Work flow in PAM360
If you are an Administrator ...
If you are an administrator engaged in the job of setting up PAM360 in your environment and managing passwords, following is the ideal work flow:
- Setup Mail Server
- Add users who will use PAM360
- Add resources whose passwords you want to manage
- Setup disaster recovery
User Addition work flow
- Prior to adding users, the important step to be done is configuring your mail server. Users will be notified of their PAM360 access details through email only, so ensure the mail server is setup properly. Click the link "Mail Server Setting" available in "Admin >> General" section. Enter your mail server name, its port and authentication credentials, the url that is to be displayed on the mail intimation to users to access PAM360 (access url). While providing authentication details, you have the option to specify the required username and password manually or you can make use of an user account already stored in PAM360. When you choose the second option "Use an user account already stored in PAM360", the resources and the accounts that appear on your resources tab, will be listed in the drop-down. You can choose the required details. After providing the authentication details, click "Save"
- Change the password of the default 'admin' user or delete the account after adding another administrator user
- Add users either manually or import user information from ActiveDirectory, LDAP or CSV file
- Specify appropriate access roles and password policies for the PAM360 users
- Group users together for the convenience of performing operations in bulk
- Enable authentication to any one of AD, LDAP or Local
Resource Addition work flow
The first step to actual Password Management in PAM360 starts with adding your "resource" to the PAM360 database. Here, resource denotes the server/application/device whose user accounts and passwords are to be managed by PAM360.

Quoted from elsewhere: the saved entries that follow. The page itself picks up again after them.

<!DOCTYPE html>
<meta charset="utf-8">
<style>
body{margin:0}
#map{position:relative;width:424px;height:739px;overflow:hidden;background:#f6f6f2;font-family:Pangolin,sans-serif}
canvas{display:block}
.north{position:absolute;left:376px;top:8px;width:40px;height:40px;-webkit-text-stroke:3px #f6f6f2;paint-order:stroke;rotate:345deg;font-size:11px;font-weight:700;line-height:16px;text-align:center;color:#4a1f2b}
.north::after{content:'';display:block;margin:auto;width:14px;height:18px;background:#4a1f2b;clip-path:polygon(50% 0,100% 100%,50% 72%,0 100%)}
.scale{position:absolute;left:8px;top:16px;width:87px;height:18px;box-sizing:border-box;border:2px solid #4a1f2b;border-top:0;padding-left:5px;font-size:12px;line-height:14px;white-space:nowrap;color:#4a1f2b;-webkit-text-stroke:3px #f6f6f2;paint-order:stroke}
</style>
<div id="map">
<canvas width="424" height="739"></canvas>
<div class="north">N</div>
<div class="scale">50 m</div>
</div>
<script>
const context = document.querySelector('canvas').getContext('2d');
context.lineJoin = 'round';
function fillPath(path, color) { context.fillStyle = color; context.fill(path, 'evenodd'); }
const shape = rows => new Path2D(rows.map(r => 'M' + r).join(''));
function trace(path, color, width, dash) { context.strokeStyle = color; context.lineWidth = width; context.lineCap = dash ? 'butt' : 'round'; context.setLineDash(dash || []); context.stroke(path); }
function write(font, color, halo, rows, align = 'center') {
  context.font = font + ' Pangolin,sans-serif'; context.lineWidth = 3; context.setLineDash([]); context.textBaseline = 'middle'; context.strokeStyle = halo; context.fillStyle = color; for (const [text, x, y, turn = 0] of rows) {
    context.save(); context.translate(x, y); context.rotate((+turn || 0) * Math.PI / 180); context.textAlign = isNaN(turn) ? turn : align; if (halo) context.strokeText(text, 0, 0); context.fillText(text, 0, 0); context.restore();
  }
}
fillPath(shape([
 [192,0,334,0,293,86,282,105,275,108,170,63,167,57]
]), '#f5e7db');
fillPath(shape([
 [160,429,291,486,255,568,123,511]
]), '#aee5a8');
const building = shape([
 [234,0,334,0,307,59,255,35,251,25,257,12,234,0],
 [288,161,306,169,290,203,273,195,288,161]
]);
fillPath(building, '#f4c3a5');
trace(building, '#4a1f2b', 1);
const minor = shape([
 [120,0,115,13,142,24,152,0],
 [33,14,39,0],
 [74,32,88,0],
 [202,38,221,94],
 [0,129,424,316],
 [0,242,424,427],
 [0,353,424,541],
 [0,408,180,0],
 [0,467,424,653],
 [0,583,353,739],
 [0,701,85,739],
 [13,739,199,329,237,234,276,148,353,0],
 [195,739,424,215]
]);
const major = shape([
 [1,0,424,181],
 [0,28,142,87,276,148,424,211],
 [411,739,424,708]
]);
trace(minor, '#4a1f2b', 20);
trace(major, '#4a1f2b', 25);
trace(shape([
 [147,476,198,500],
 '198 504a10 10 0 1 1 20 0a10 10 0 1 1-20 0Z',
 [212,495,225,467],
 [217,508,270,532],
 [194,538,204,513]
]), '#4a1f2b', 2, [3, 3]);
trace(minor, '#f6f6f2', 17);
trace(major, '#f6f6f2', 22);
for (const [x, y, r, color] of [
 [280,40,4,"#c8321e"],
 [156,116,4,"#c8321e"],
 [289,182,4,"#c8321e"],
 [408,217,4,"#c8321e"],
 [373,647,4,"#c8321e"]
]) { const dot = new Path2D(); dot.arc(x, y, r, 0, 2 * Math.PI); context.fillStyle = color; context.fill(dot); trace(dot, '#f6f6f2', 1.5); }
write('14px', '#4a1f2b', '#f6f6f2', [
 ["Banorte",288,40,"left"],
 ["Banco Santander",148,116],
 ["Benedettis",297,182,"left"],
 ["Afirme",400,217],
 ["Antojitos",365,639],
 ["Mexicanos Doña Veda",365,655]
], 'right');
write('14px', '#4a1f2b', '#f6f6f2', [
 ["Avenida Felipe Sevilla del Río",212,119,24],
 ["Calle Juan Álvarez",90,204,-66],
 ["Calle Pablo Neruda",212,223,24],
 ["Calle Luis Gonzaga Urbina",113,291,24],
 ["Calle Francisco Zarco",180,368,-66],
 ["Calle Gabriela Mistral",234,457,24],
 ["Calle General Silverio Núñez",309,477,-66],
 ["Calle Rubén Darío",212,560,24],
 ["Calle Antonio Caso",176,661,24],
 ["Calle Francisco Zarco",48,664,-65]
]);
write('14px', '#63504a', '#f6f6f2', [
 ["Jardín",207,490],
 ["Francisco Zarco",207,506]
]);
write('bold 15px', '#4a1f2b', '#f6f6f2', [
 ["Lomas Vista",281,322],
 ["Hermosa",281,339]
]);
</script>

- Add resources either manually or import from a CSV file along with their user account and password information
- Setup the password reset method to one of remote or agent-based, if you need
- Group resources together for the convenience of performing operations in bulk
- Create Nested Resource Groups: Maintaining resource groups in hierarchical structure (groups, sub-groups) for navigational convenience
- By default, the passwords added by you could be viewed and edited only by you. If required, share resource passwords with other PAM360 users or user groups
- Access and modify passwords that are owned by you and that are shared to you
Access Control work flow
After adding the resources, administrators can put in place access control work flow for extra level of security. After successful authentication into PAM360, users get access to the passwords that are owned by them or shared to them. In some cases, administrators wish to give temporary access to passwords for certain users for a specified period of time. In other instances, there would be requirements to give users exclusive privilege to passwords. That means, only one user should be allowed to use a particular password at any point of time. When more than one user is required to work on the same resource, problems of coordination arise. Access control on concurrent usage would help resolve such issues.
- Set up access control work flow as per the requirements of your organization
Setup Disaster Recovery
If you are a Password User ...
- Configure the database backup schedule to backup the entire contents of the PAM360 database
- Export resource information in the format of your choice to have readable copies of resource information only
If you are a Password user engaged in the job of viewing the passwords allotted to you, there is no need to carry out any configuration. You may directly view the passwords of resources/accounts and edit passwords if you have that permission.